### Work instructions
First find the line with "index mcp: (1027, 946)" in the entries below, then set down exactly every line through the line with "ring dip: (981, 904)", that line included.

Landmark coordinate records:
----

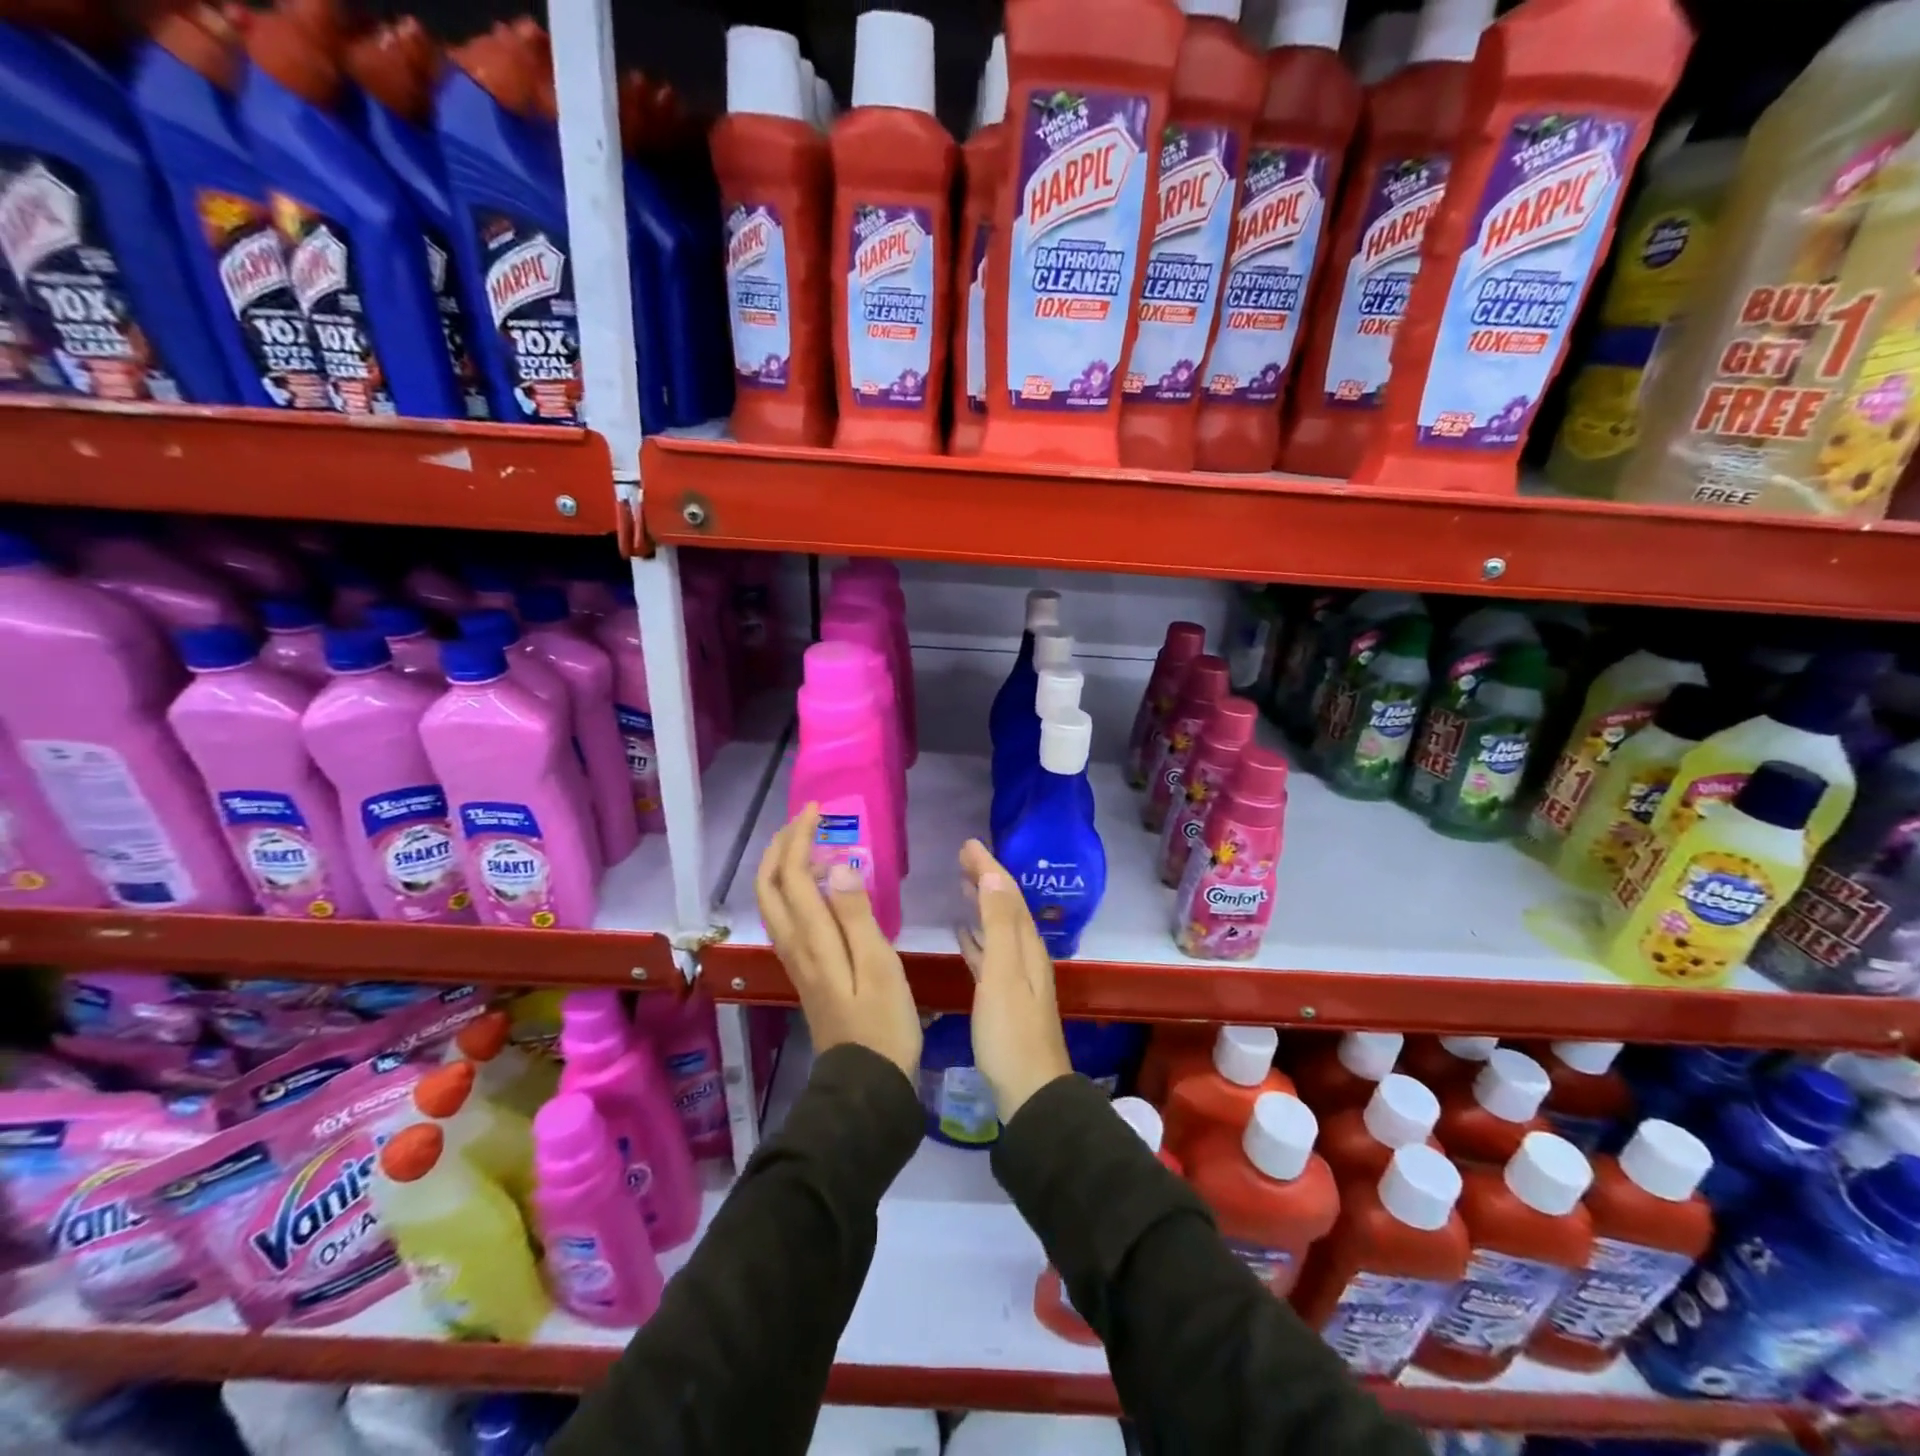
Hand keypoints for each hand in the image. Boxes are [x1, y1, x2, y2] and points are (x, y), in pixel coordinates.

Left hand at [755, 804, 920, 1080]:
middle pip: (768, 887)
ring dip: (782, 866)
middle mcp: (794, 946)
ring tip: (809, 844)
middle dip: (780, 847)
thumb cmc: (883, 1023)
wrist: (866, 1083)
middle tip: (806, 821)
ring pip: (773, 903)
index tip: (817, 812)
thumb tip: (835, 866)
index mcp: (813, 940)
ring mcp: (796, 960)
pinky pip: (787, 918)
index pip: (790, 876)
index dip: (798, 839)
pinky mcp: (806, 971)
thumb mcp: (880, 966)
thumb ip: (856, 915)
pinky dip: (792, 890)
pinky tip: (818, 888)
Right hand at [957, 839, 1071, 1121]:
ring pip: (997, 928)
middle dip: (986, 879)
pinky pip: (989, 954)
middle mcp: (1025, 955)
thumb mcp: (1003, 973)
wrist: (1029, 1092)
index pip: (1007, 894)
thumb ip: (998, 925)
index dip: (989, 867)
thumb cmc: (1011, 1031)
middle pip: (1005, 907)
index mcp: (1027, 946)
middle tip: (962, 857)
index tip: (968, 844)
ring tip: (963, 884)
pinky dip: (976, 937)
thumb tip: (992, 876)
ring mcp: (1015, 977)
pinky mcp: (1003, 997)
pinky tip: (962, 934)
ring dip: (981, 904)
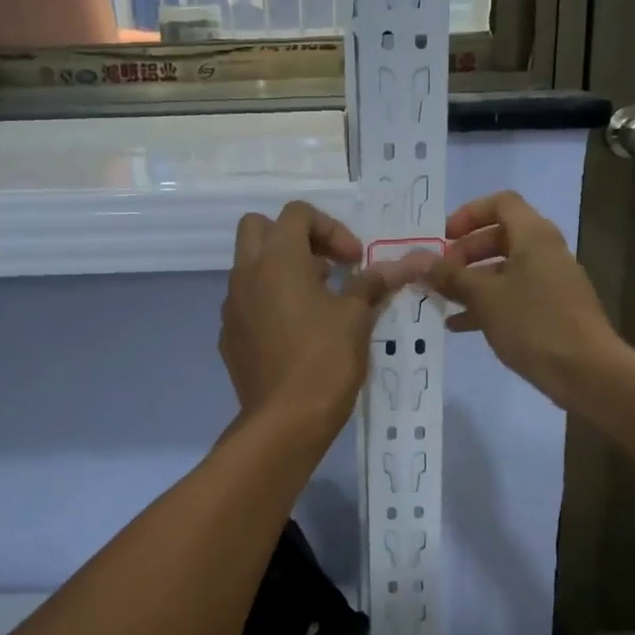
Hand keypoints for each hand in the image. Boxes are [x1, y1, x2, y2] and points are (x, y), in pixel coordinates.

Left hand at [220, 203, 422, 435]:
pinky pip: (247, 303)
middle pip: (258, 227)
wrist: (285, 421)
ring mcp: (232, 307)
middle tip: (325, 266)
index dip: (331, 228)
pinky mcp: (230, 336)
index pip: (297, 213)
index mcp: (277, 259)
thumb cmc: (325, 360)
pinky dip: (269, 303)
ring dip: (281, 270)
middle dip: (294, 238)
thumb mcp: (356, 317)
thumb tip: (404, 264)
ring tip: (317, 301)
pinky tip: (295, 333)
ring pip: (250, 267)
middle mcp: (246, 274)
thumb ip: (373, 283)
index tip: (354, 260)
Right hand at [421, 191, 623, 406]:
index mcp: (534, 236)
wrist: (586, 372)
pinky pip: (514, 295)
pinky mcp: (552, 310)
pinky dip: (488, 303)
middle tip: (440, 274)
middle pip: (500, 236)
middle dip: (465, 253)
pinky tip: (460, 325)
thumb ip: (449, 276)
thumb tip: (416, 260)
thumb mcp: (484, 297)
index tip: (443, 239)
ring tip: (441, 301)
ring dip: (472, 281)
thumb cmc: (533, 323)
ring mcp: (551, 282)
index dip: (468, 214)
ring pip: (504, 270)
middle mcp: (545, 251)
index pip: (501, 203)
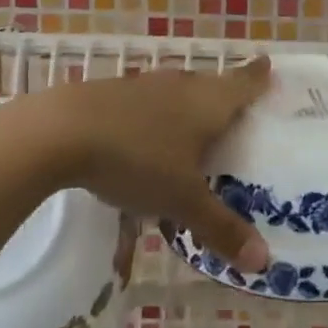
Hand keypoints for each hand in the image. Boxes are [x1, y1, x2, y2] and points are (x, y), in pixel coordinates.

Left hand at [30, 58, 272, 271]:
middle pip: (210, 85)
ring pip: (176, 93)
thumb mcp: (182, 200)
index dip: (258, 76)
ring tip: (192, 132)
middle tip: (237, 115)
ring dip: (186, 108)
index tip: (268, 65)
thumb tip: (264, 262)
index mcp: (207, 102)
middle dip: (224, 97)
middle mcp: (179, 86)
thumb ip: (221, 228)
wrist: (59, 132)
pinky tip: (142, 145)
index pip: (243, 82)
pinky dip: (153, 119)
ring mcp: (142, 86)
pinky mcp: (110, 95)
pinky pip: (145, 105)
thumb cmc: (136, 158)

----

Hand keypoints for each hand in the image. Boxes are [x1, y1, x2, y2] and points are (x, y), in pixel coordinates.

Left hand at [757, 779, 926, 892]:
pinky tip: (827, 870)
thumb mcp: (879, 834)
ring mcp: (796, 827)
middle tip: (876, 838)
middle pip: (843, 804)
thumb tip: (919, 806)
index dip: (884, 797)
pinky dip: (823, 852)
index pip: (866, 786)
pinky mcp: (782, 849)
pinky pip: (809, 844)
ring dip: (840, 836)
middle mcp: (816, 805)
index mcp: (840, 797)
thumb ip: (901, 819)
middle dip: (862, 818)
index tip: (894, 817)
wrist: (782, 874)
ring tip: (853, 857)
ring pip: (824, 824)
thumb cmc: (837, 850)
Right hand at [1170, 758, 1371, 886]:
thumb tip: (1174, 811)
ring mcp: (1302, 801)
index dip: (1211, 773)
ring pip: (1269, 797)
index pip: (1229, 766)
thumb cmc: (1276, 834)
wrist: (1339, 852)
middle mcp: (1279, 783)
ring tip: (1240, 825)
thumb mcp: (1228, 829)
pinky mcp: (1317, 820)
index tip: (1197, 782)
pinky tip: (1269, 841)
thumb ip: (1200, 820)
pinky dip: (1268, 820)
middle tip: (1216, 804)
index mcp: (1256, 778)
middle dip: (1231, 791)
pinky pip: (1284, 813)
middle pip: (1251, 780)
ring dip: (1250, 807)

----

### Result below
index mcp: (1027, 946)
middle tip: (962, 857)
index tip: (968, 844)
ring tip: (963, 884)
pinky dip: (976, 937)
thumb tip: (992, 876)
ring mcp: (1015, 977)
pinky mcp: (1003, 997)
pinky tip: (962, 934)
ring dip: (981, 904)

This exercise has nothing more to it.